Humans are part of the natural ecosystem and outdoor environment, and we are happier and healthier when we spend time outside. Spending time outside reminds us that we are interdependent with all the other beings around us. It’s easy to remember that when you’re outdoors and need to find water to drink or carry all your food on your back. Experiencing the power of a river or a mountain helps us tap into that interconnection.
Why is Mt. Hood is a great place for wintertime activities?
Mt. Hood is magnificent from every angle. It’s huge, so it’s very accessible from a lot of areas, and you can tailor your experience to your desired exertion level. The mountain has a variety of ecosystems, so you can go to a different sno-park and get a very different experience. Also, its proximity to Portland makes it incredibly accessible for a lot of people. Snow on the mountain is great for physical adaptive sports because it’s slippery and you can utilize a lot of different tools to move on it, like sliding on sit-skis or sleds and walking on top of it using snowshoes.
What’s it like to use adaptive skis or snowshoes, and how do you help?
It’s fun! Give it a go. Be aware that you might fall down, and plan to have people there with you who can help with balance, at least initially. Adaptive doesn’t necessarily mean using a sit-ski. There are plenty of ways to be adaptive. For example, I can adapt my guiding, instruction style and the gear to whatever the person needs. What it comes down to is that everyone belongs outside, and that looks different for every person.
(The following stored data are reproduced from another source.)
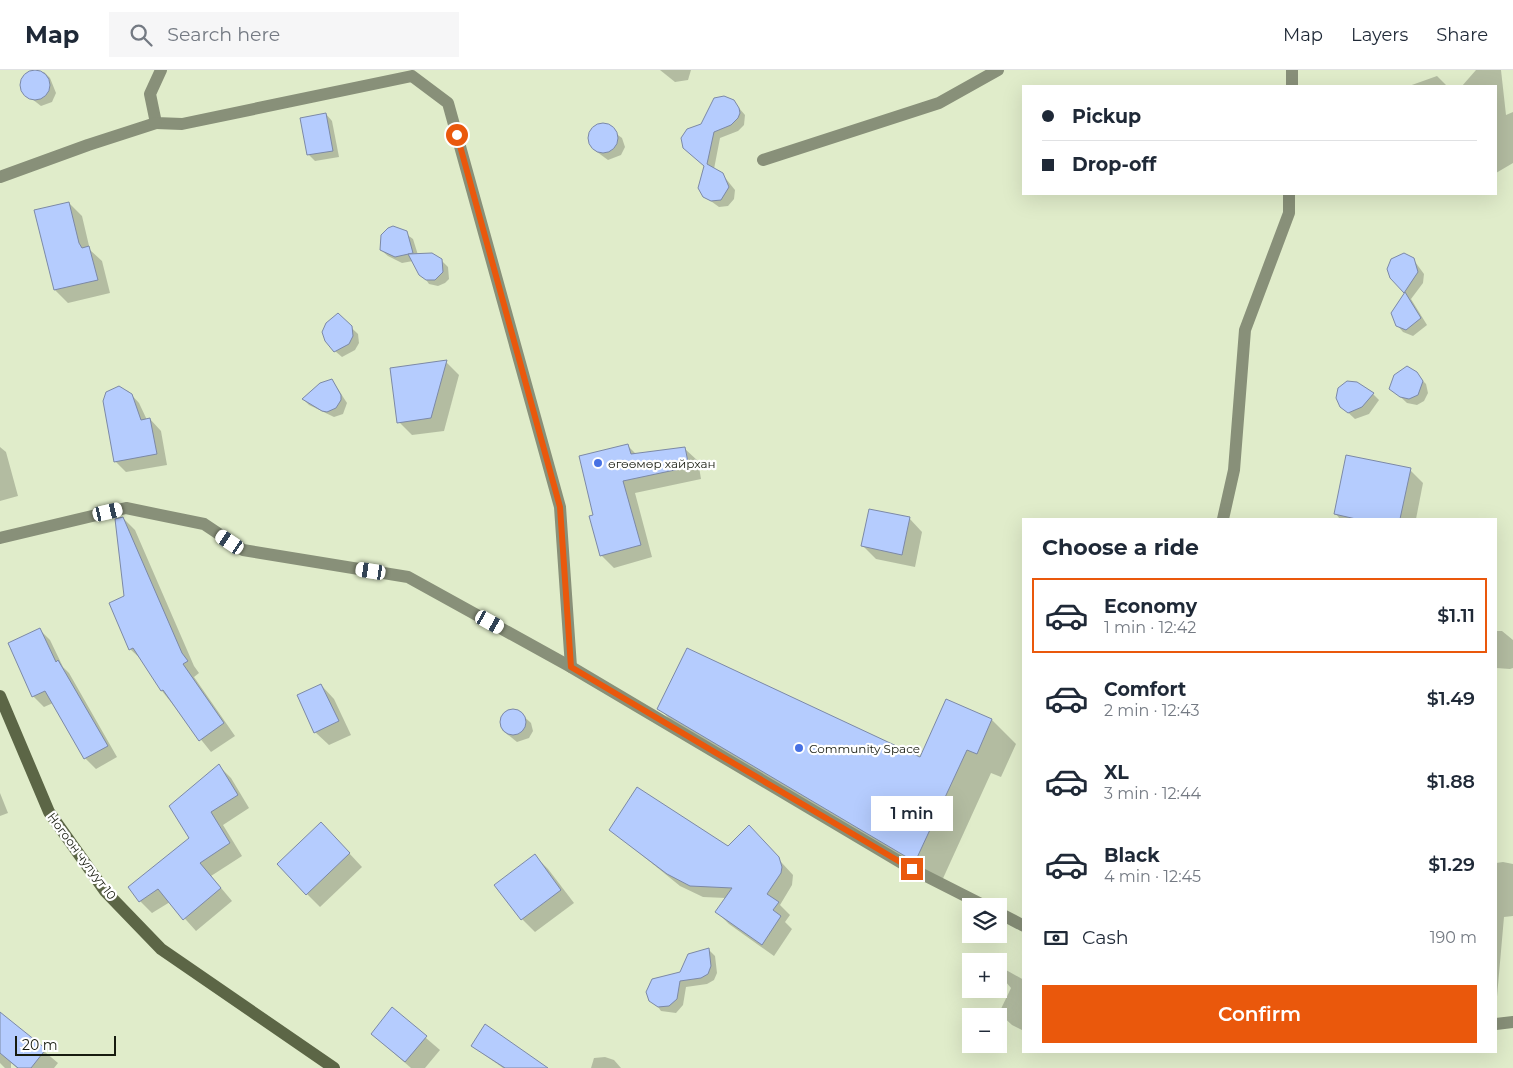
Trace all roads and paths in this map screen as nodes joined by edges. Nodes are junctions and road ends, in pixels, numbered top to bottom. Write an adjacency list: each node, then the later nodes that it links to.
1 (161, 70): 5 (street)
2 (998, 70): 6 (street)
3 (1292, 70): 4 (street)
4 (1292, 85)
5 (156, 123): 7 (street); 11 (street)
6 (763, 160)
7 (0, 177)
8 (1289, 195): 9 (street)
9 (1223, 518)
10 (0, 538): 11 (street)
11 (571, 667): 13 (street)
12 (0, 696): 18 (street, Ногоон чулуут 10)
13 (969, 898)
14 (1007, 917): 15 (street)
15 (1022, 925)
16 (1513, 1022): 17 (street)
17 (1497, 1024)
18 (334, 1068)

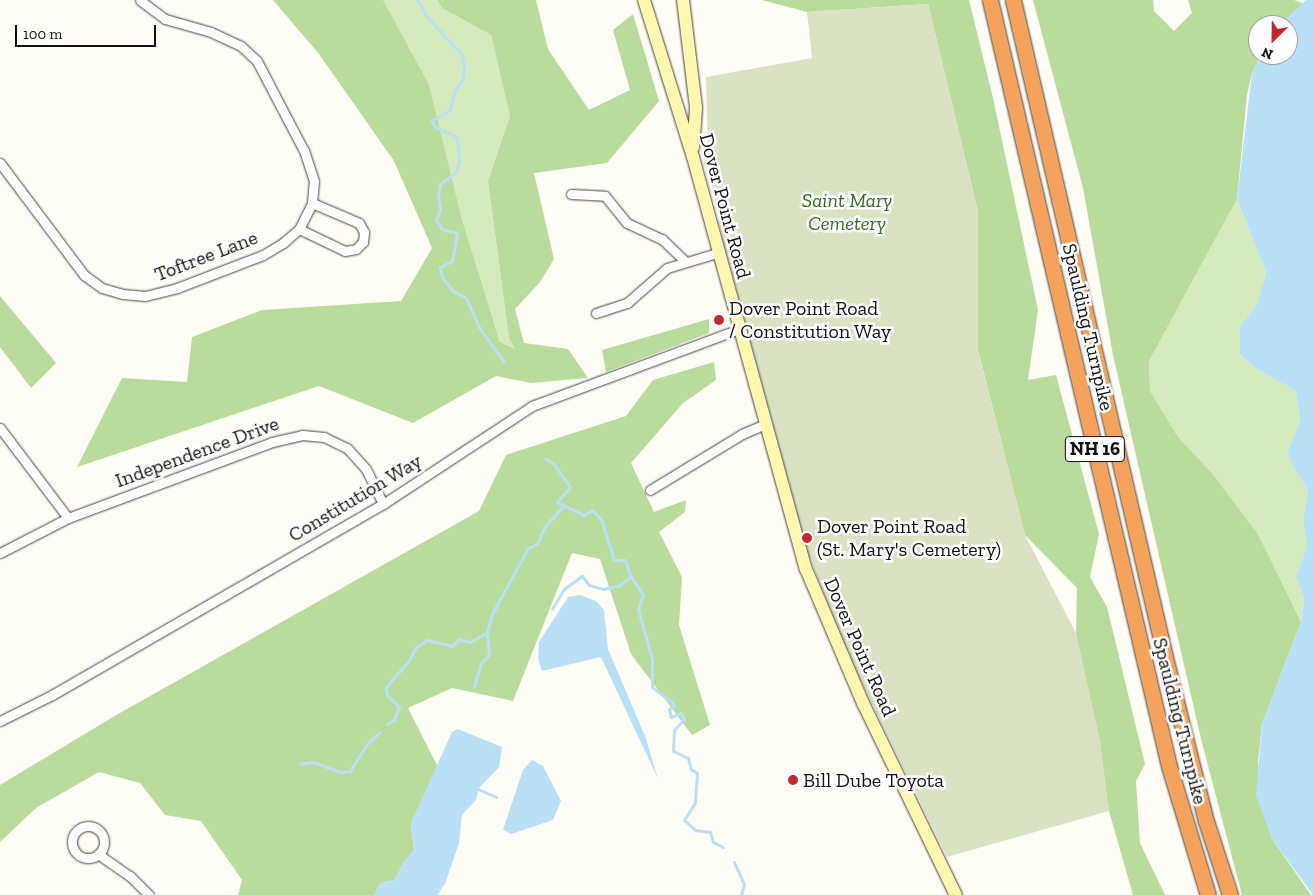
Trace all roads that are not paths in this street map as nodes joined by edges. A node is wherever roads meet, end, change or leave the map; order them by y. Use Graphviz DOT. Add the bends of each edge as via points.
graph roads {
  1 [pos="140,0"];
  2 [pos="644,0"];
  3 [pos="683,0"];
  4 [pos="990,0"];
  5 [pos="1013,0"];
  6 [pos="693,157"];
  7 [pos="0,162"];
  8 [pos="571,194"];
  9 [pos="312,203"];
  10 [pos="299,229"];
  11 [pos="717,253"];
  12 [pos="684,260"];
  13 [pos="596,312"];
  14 [pos="739,329"];
  15 [pos="766,424"];
  16 [pos="0,428"];
  17 [pos="650,490"];
  18 [pos="383,504"];
  19 [pos="68,518"];
  20 [pos="0,553"];
  21 [pos="0,721"];
  22 [pos="98,854"];
  23 [pos="149,895"];
  24 [pos="956,895"];
  25 [pos="1208,895"];
  26 [pos="1230,895"];
  1 -- 9 [label="street, Toftree Lane" via="165,19 210,32 241,46 257,60 304,151 314,181"];
  2 -- 6 [label="main road, Dover Point Road"];
  3 -- 6 [label="main road" via="696,108"];
  4 -- 25 [label="highway, Spaulding Turnpike / NH 16" via="1169,766"];
  5 -- 26 [label="highway, Spaulding Turnpike / NH 16" via="1170,675 1206,821"];
  6 -- 11 [label="main road, Dover Point Road"];
  7 -- 10 [label="street, Toftree Lane" via="76,267 92,282 123,294 145,296 177,288 263,255"];
  8 -- 12 [label="street" via="605,196 627,223 662,239"];
  9 -- 10 [label="street, Toftree Lane"];
  9 -- 10 [label="street" via="359,223 364,232 363,242 356,249 346,251"];
  11 -- 12 [label="street"];
  11 -- 14 [label="main road, Dover Point Road"];
  12 -- 13 [label="street" via="667,268 627,303"];
  14 -- 15 [label="main road, Dover Point Road"];
  14 -- 18 [label="street, Constitution Way" via="532,406"];
  15 -- 17 [label="street" via="742,434"];
  15 -- 24 [label="main road, Dover Point Road" via="799,547 818,601"];
  16 -- 19 [label="street"];
  18 -- 19 [label="street, Independence Drive" via="366,469 347,448 324,437 302,435 272,442"];
  18 -- 21 [label="street, Constitution Way"];
  19 -- 20 [label="street, Independence Drive"];
  22 -- 23 [label="street" via="130,876"];
}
The more we can create spaces where everyone feels welcome and like they belong outside, the better the world will be.
What other outdoor activities do you love to do?
When I moved to Oregon, part of why I fell in love with the area was the diverse array of outdoor experiences that are possible. Rock climbing is pretty much my favorite thing in the world! One of the many reasons I love this type of work so much is that it gives me the opportunity to travel around and climb. I’ve also tried surfing a few times and would love to keep trying to get better at it.